Novel Methods of Necroptosis Inhibition for Spinal Cord Injury Using Translational Research to Limit Secondary Injury and Enhance Endogenous Repair and Regeneration

Spinal cord injuries (SCIs) pose an immense challenge from a clinical perspective as current treatments and interventions have been found to provide marginal improvements in clinical outcome (with varying degrees of success) particularly in areas of motor and autonomic function. In this review, the pathogenesis of SCI will be described, particularly as it relates to the necroptotic pathway which has been implicated in limiting recovery of SCI via its roles in neuronal cell death, glial scarring, inflammation, and axonal demyelination and degeneration.

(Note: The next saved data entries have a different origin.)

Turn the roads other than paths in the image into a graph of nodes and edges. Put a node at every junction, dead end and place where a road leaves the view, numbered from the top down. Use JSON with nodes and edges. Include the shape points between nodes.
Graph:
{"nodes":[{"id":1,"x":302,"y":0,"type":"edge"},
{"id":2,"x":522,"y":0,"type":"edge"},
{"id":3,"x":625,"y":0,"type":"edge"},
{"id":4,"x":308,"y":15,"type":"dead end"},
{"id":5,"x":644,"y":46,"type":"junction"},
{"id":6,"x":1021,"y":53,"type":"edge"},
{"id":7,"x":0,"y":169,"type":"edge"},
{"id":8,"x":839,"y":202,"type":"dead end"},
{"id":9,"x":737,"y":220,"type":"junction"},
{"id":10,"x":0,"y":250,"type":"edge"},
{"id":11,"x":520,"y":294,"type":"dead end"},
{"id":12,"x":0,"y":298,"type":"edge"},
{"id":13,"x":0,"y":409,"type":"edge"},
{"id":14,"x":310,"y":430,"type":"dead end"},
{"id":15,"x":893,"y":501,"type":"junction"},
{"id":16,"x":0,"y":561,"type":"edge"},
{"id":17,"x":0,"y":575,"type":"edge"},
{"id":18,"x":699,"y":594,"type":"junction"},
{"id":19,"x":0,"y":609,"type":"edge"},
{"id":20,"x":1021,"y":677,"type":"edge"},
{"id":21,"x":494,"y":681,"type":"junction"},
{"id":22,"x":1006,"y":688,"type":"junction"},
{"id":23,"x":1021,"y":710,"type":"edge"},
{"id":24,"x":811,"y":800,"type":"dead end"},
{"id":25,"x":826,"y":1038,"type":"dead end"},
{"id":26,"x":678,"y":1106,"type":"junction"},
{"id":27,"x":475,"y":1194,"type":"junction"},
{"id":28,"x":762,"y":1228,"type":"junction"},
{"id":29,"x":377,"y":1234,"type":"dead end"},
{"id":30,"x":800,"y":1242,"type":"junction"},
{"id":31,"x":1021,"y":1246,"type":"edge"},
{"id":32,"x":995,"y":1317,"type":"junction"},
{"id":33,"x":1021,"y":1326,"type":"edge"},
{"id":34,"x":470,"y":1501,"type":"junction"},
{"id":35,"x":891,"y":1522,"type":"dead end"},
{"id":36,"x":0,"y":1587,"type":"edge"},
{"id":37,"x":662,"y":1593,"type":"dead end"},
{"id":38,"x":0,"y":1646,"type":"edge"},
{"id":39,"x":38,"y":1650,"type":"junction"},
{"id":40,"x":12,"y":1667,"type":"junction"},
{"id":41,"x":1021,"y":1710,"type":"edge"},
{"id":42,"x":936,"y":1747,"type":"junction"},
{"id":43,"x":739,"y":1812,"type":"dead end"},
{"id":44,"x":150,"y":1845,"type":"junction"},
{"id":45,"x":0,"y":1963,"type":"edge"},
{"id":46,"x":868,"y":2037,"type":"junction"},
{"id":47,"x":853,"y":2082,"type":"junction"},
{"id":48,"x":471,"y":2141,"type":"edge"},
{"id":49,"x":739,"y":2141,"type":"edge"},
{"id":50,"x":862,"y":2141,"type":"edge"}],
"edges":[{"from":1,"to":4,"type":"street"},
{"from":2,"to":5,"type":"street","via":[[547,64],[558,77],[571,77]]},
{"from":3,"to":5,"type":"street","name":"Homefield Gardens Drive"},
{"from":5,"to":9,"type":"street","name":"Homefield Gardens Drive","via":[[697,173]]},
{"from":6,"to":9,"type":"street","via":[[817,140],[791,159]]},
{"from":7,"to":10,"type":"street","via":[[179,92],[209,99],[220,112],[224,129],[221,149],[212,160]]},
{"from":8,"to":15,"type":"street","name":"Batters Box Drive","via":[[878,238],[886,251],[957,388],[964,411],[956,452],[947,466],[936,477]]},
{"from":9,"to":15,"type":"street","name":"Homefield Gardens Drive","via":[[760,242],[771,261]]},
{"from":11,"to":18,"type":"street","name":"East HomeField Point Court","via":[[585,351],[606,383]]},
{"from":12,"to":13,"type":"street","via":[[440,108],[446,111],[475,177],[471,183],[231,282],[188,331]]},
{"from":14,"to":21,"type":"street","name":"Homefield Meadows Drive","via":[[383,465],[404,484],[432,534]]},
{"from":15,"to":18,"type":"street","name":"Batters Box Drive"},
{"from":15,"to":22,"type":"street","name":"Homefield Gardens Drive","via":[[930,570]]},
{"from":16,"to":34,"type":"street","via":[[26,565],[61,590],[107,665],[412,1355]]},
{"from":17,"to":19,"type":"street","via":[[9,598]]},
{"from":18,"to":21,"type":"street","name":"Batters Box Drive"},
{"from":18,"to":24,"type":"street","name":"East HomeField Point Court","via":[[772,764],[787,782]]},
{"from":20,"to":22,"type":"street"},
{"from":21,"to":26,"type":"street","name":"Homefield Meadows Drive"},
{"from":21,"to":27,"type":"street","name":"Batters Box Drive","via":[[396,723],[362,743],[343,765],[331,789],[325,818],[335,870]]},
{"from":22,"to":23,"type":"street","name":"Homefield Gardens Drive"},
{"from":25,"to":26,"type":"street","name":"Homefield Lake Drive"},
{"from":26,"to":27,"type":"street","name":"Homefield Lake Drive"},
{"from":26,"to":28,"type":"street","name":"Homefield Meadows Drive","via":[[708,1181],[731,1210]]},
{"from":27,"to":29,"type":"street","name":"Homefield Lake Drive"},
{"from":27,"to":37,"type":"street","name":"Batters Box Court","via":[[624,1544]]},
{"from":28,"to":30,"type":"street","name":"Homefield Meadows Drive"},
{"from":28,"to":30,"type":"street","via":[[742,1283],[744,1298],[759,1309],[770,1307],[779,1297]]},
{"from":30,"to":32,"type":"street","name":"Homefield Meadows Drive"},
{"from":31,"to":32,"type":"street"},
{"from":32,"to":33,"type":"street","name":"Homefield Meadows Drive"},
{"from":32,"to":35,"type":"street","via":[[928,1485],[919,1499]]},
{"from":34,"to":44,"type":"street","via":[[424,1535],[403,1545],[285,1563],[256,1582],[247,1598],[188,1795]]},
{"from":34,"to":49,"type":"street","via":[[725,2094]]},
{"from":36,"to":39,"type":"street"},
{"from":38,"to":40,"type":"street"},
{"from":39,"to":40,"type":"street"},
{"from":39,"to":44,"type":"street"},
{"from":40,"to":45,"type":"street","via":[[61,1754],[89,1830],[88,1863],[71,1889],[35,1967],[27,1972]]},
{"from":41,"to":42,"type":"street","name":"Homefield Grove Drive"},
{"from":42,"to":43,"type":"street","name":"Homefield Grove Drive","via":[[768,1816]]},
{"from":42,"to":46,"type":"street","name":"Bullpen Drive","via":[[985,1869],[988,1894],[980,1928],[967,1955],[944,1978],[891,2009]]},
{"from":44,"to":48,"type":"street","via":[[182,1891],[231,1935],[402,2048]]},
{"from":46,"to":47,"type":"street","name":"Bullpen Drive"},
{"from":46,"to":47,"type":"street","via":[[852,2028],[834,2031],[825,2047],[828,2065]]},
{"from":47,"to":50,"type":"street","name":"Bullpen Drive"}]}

Major mediators of the necroptotic pathway including receptor-interacting protein kinase 1, receptor-interacting protein kinase 3, and mixed-lineage kinase domain-like will be described in detail regarding their role in facilitating necroptosis. Additionally, due to the rapid accumulation of reactive oxygen species and inflammatory markers, the onset of necroptosis can begin within hours following SCI, thus developing therapeutics that readily cross the blood-brain barrier and inhibit necroptosis during these critical periods of inflammation are imperative in preventing irreversible damage. As such, current therapeutic interventions regarding SCI and targeting of the necroptotic pathway will be explored as will discussion of potential future therapeutics that show promise in minimizing long-term or permanent damage to the spinal cord following severe injury.